Mr. Fogelberg based his decision on the fact that the hospital’s bargaining team initially agreed to preserve longevity pay for future UMC hires, a position that ran counter to the fiscal policy and budget priorities of county management and the Clark County Commission. The commission rejected the contract.

But local elected officials, who are directly accountable to taxpaying voters, don’t have the final say in such matters. Nevada’s collective bargaining laws ensure that an unaccountable, unelected arbitrator gets the last word, and that the process is skewed in favor of unions. And so Mr. Fogelberg, who lives on a golf course in Minnesota, decided UMC must pay up. Although he agreed with the county’s position that longevity pay isn’t offered by competing valley hospitals and that the benefit does nothing to retain staff, Mr. Fogelberg sided with the union because the hospital’s negotiators initially signed off on the retention of longevity pay. So now we know that the word of negotiators is binding. Why even pretend elected officials have a role in the process?

The sad irony here: Because of Mr. Fogelberg’s decision, future UMC hires are even less likely to collect longevity pay, because the hospital might not stay open long enough for them to collect.

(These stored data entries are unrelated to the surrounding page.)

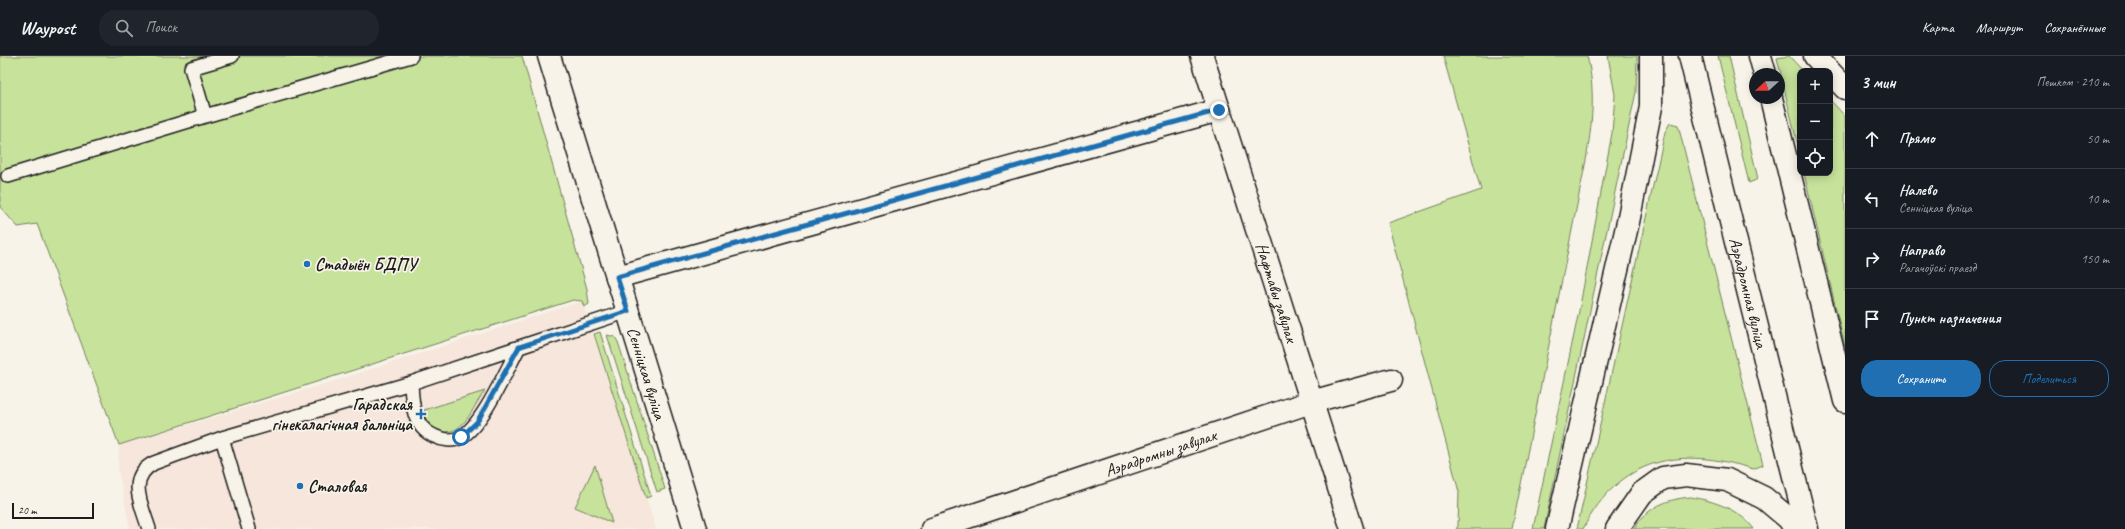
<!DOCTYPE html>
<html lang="ru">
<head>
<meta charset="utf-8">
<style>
	body { margin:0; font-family:Caveat,sans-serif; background:#20242c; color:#f1f3f6 }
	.controls { position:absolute; right:12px; top:12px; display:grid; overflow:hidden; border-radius:8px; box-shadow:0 2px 10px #0003 }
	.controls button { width:36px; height:36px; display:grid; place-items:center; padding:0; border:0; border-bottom:1px solid #363941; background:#171b24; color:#f1f3f6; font:20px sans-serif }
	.compass { position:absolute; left:1749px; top:12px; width:36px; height:36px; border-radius:50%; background:#171b24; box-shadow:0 2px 10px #0003; rotate:249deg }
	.scale { position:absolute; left:12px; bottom:10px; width:82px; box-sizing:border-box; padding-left:4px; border:2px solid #1c1c1c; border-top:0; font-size:11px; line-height:14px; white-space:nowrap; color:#1c1c1c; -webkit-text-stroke:3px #f7f3e8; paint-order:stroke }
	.stop { position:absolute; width:12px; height:12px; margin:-9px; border:3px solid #1f6fb2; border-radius:50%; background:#fff }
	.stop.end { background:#1f6fb2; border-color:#fff; box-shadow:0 1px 4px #0008 }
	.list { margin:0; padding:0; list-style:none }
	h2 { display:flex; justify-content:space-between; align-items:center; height:52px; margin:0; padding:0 16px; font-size:17px }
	h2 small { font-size:13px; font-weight:400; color:#9ea1a6 }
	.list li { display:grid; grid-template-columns:26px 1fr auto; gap:12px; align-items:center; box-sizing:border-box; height:60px; padding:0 16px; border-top:1px solid #363941 }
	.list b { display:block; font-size:15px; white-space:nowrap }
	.list p { margin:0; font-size:13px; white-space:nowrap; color:#9ea1a6 }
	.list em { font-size:13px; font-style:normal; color:#9ea1a6 }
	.actions { display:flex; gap:8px; padding:12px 16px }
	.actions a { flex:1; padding:9px 0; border:1px solid #1f6fb2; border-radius:16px; text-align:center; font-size:14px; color:#1f6fb2 }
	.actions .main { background:#1f6fb2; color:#fff }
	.icon { flex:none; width:22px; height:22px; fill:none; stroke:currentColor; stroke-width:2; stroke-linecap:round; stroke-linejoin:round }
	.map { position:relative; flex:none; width:1845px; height:473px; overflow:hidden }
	header { display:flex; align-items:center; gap:24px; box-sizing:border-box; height:56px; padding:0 20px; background:#171b24; border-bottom:1px solid #363941 }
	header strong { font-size:19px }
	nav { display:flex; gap:22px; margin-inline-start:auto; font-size:14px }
	.search { width:280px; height:36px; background:#20242c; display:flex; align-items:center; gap:10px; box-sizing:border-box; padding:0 14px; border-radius:16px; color:#9ea1a6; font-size:15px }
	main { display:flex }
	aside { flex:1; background:#171b24 }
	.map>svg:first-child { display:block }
	.built { fill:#f7e6dc }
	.green { fill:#c7e39b; stroke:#72805c }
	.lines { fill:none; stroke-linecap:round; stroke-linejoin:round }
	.lane-casing { stroke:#1c1c1c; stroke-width:16 }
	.street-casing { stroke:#1c1c1c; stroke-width:25 }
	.secondary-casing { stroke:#1c1c1c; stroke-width:25 }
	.primary-casing { stroke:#1c1c1c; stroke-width:25 }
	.lane { stroke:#f7f3e8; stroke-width:13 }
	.street { stroke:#f7f3e8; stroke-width:22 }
	.secondary { stroke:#f7f3e8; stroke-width:22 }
	.primary { stroke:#f7f3e8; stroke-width:22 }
	.route { stroke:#1f6fb2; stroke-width:5 }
	.poi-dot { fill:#1f6fb2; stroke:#f7f3e8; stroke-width:1.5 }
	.labels { text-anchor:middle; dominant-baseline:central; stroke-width:3.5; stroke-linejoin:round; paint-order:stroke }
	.poi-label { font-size:17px; font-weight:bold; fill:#1c1c1c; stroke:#f7f3e8; text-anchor:start }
	.street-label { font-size:17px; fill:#1c1c1c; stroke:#f7f3e8 }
</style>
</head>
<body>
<header>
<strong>Waypost</strong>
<div class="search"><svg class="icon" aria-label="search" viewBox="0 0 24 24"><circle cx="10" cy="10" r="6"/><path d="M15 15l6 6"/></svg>Поиск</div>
<nav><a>Карта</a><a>Маршрут</a><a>Сохранённые</a></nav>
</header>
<main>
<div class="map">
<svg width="1845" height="473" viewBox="0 0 1845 473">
	<rect width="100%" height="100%" fill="#f7f3e8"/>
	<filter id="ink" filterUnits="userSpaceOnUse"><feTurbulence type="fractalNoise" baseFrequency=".025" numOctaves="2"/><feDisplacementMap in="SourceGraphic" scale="8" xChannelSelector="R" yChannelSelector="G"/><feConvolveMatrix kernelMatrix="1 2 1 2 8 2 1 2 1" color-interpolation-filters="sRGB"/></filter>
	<g filter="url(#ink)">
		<path class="built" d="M582 245 656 473H130L118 412 119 389 328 327Z"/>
		<path class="green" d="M0 0H522L587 233 589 248 584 251 582 245 573 244 119 389 37 168 18 171 0 151Z
			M1443 0H1587C1596 35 1592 69 1586 104L1512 473H1456L1458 470 1459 436 1388 167 1481 134Z
			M1608 0H1637L1636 36 1544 473H1533L1579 255 1612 77 1615 39Z
			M1718 0H1729L1758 123 1749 127Z
			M1789 0 1803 15H1800V99L1777 2Z
			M1830 44 1845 60V291L1804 117H1830Z
			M1670 67 1678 69 1763 409 1753 413C1680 390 1620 401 1583 473H1577L1665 76Z
			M600 276 651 440 646 442 594 278Z
			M607 279 615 281 618 286 665 433 657 436Z
			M485 335C472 350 464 384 436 374 428 370 424 362 424 354Z
			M595 409 612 467 575 451Z
			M1691 441C1714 445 1739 453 1754 473H1634C1647 451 1667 443 1691 441Z"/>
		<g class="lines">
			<g class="lane-casing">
				<path id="lane" d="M205 60 191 12 232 0
					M8 120 205 60 411 0
					M411 327C412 348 413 371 434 380 442 384 453 386 461 381 482 370 507 313 519 291
					M222 382 249 473
					M149 473C142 450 126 421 154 407L222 382 411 327 628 255"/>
			</g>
			<g class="street-casing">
				<g id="street">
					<path id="s1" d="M1202 0 1352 473"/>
					<path d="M617 221 1219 54"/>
					<path id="s2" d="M932 473 1311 346 1391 324"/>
				</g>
			</g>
			<g class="secondary-casing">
				<g id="secondary">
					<path id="s3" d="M549 0 695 473"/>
				</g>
			</g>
			<g class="primary-casing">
				<g id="primary">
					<path id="s4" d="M1690 0 1807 473"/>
					<path d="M1760 0 1765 18"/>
					<path d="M1815 0 1829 15"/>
					<path d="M1830 16 1845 32"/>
					<path d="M1771 42 1845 345"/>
					<path d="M1557 473 1628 166 1651 51V0"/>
					<path d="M1617 473 1642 437 1663 422 1686 419 1727 424 1764 442 1789 463 1795 473"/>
				</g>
			</g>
			<use href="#lane" class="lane"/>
			<use href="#street" class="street"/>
			<use href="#secondary" class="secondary"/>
			<use href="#primary" class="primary"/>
		</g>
	</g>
	<g class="lines" filter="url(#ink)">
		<path class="route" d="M461 381 477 366 519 291 628 255 617 221 1219 54"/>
	</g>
	<g class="poi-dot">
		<circle cx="307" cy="208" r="4"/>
		<path d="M419 352h4v4h4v4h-4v4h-4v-4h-4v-4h4z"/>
		<circle cx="300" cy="430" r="4"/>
	</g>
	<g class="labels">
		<g class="poi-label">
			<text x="315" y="208">Стадыён БДПУ</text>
			<text x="412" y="348" text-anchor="end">Гарадская<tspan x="412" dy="20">гінекалагічная бальніца</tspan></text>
			<text x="308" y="430">Сталовая</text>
		</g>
		<g class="street-label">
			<text stroke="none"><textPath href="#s4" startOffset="244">Аэрадромная вуліца</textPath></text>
			<text stroke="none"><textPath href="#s1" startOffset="248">Нафтавы завулак</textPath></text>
			<text stroke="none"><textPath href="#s3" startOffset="332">Сенніцкая вуліца</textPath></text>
			<text stroke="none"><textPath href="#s2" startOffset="241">Аэрадромны завулак</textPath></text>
		</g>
	</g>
</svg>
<div class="controls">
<button>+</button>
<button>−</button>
<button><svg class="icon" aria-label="locate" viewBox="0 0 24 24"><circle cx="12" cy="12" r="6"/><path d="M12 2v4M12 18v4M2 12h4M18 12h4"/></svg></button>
</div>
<svg class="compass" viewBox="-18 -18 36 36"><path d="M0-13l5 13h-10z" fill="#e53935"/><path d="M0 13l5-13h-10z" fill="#9ea1a6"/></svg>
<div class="scale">20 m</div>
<div class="stop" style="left:461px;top:381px"></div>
<div class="stop end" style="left:1219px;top:54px"></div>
</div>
<aside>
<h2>3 мин<small>Пешком · 210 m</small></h2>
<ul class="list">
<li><svg class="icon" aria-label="ahead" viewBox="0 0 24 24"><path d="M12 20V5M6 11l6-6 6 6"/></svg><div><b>Прямо</b></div><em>50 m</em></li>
<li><svg class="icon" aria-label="left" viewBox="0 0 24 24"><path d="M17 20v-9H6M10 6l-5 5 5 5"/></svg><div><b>Налево</b><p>Сенніцкая вуліца</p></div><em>10 m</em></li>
<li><svg class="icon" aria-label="right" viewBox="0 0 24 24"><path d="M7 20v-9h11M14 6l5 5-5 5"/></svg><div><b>Направо</b><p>Рагачоўскі праезд</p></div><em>150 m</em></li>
<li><svg class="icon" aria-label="arrive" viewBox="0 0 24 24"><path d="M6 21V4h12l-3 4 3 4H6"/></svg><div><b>Пункт назначения</b></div></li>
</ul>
<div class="actions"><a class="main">Сохранить</a><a>Поделиться</a></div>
</aside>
</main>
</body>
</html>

Mr. Fogelberg doesn’t care. He doesn’t get his health care at UMC. He doesn’t pay taxes in Nevada. But his ruling paves the way for the preservation and return of longevity pay across the valley, even though government employee compensation is already squeezing public services.

There’s only one solution to this problem: Elected bodies, not lone arbitrators, must have the final say on employee contracts. The 2015 Legislature should make it so.